The sum of the surface areas of a sphere and a cube is given. Show that when the sum of their volumes is least, the diameter of the sphere is equal to the edge of the cube.

#### Solution

Let r be the radius of the sphere, x be the side of the cube and S be the sum of the surface area of both. Then, $S = 4\pi r^2 + 6 x^2$

$\Rightarrow$$x = \left( \frac{S - 4\pi r^2}{6} \right)^\frac{1}{2}$     ................(1)

Sum of volumes, V= $\frac{4}{3}\pi r^3 + x^3$

$\Rightarrow$ V = $\frac{4\pi r^3}{3} + \left[ \frac{\left( S - 4\pi r^2 \right)}{6} \right]^\frac{3}{2}$  [From eq. (1)]

$\Rightarrow \frac{dV}{dr} = 4\pi r^2 - 2\pi r \left[ \frac{\left( S - 4\pi r^2 \right)}{6} \right]^\frac{1}{2}$

For the minimum or maximum values of V, we must have $\frac{dV}{dr} = 0$       ..............(2)

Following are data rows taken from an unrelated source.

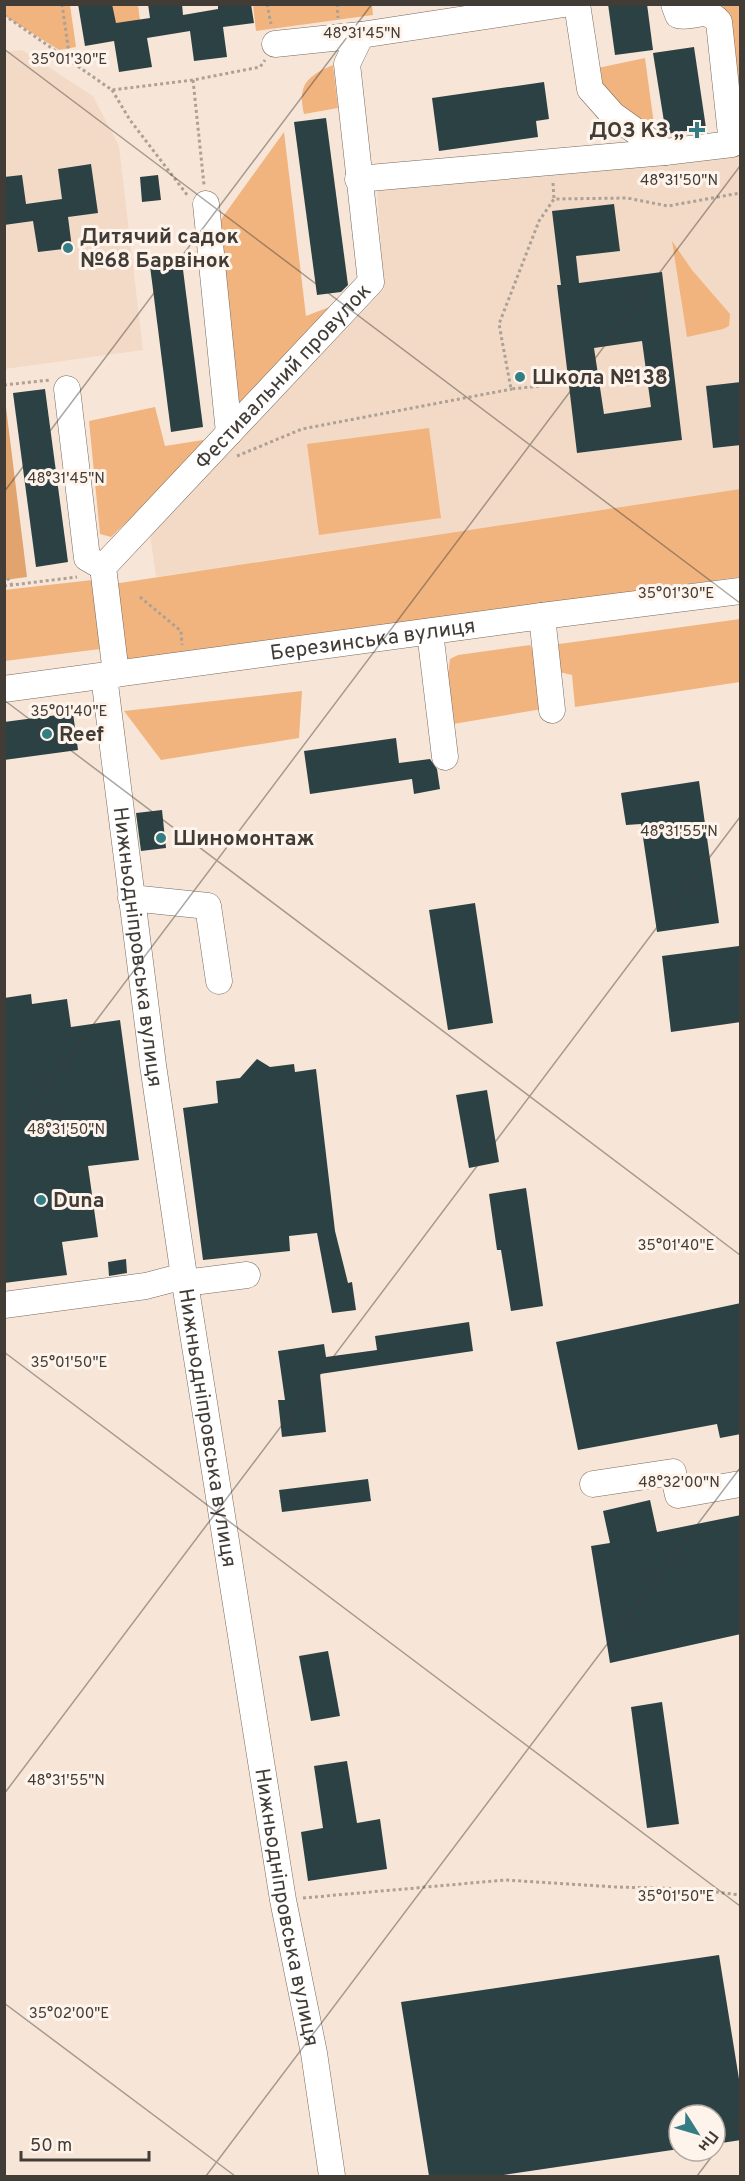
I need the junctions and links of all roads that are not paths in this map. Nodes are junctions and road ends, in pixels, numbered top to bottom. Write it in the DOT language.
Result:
graph roads {
  1 [pos="564,4"];
  2 [pos="577,4"];
  3 [pos="674,4"];
  4 [pos="361,35"];
  5 [pos="274,44"];
  6 [pos="665,152"];
  7 [pos="358,180"];
  8 [pos="206,204"];
  9 [pos="67,389"];
  10 [pos="229,433"];
  11 [pos="104,571"];
  12 [pos="741,591"];
  13 [pos="542,616"];
  14 [pos="430,632"];
  15 [pos="110,675"];
  16 [pos="4,689"];
  17 [pos="552,710"];
  18 [pos="445,757"];
  19 [pos="131,898"];
  20 [pos="219,981"];
  21 [pos="247,1275"];
  22 [pos="185,1279"];
  23 [pos="4,1305"];
  24 [pos="593,1484"];
  25 [pos="741,1484"];
  26 [pos="332,2176"];
  1 -- 4 [label="street"];
  2 -- 6 [label="street"];
  3 -- 6 [label="street"];
  4 -- 5 [label="street"];
  4 -- 7 [label="street, Фестивальний провулок"];
  6 -- 7 [label="street"];
  7 -- 10 [label="street, Фестивальний провулок"];
  8 -- 10 [label="street"];
  9 -- 11 [label="street"];
  10 -- 11 [label="street, Фестивальний провулок"];
  11 -- 15 [label="street"];
  12 -- 13 [label="street, Березинська вулиця"];
  13 -- 14 [label="street, Березинська вулиця"];
  13 -- 17 [label="street"];
  14 -- 15 [label="street, Березинська вулиця"];
  14 -- 18 [label="street"];
  15 -- 16 [label="street, Березинська вулиця"];
  15 -- 19 [label="street, Нижньодніпровська вулиця"];
  19 -- 20 [label="street"];
  19 -- 22 [label="street, Нижньодніпровська вулиця"];
  21 -- 22 [label="street"];
  22 -- 23 [label="street"];
  22 -- 26 [label="street, Нижньодніпровська вулиця"];
  24 -- 25 [label="street"];
}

$\Rightarrow 4\pi r^2 - 2\pi r \left[ \frac{\left( S - 4\pi r^2 \right)}{6} \right]^\frac{1}{2} = 0 \left[ \text { From eq } . \left( 2 \right) \right]$

$\Rightarrow 4\pi r^2 = 2\pi r \left[ \frac{\left( S - 4\pi r^2 \right)}{6} \right]^\frac{1}{2}$

$\Rightarrow 4\pi r^2 = 2\pi r x ..............\left[ \text { From eq }. \left( 1 \right) \right]$

$\Rightarrow x = 2r$

Now,

$\frac{d^2 V}{d r^2} = 8\pi r - 2\pi \left[ \frac{\left( S - 4\pi r^2 \right)}{6} \right]^\frac{1}{2} - \frac{2\pi r}{2} \left[ \frac{\left( S - 4\pi r^2 \right)}{6} \right]^{- \frac{1}{2}} \frac{\left( - 8\pi r \right)}{6}$

$\Rightarrow \frac{d^2 V}{d r^2} = 8\pi r - 2\pi \left[ \frac{\left( S - 4\pi r^2 \right)}{6} \right]^\frac{1}{2} + \frac{4}{3} \pi^2 r^2 \left[ \frac{6}{\left( S - 4\pi r^2 \right)} \right]^\frac{1}{2}$

$\Rightarrow \frac{d^2 V}{d r^2} = 8\pi r - 2\pi x + \frac{4}{3} \pi^2 r^2 \frac{1}{x} = 8\pi r - 4\pi r + \frac{2}{3} \pi^2 r$

$\Rightarrow \frac{d^2 V}{d r^2} = 4\pi r + \frac{2}{3} \pi^2 r > 0$

So, volume is minimum when x = 2r.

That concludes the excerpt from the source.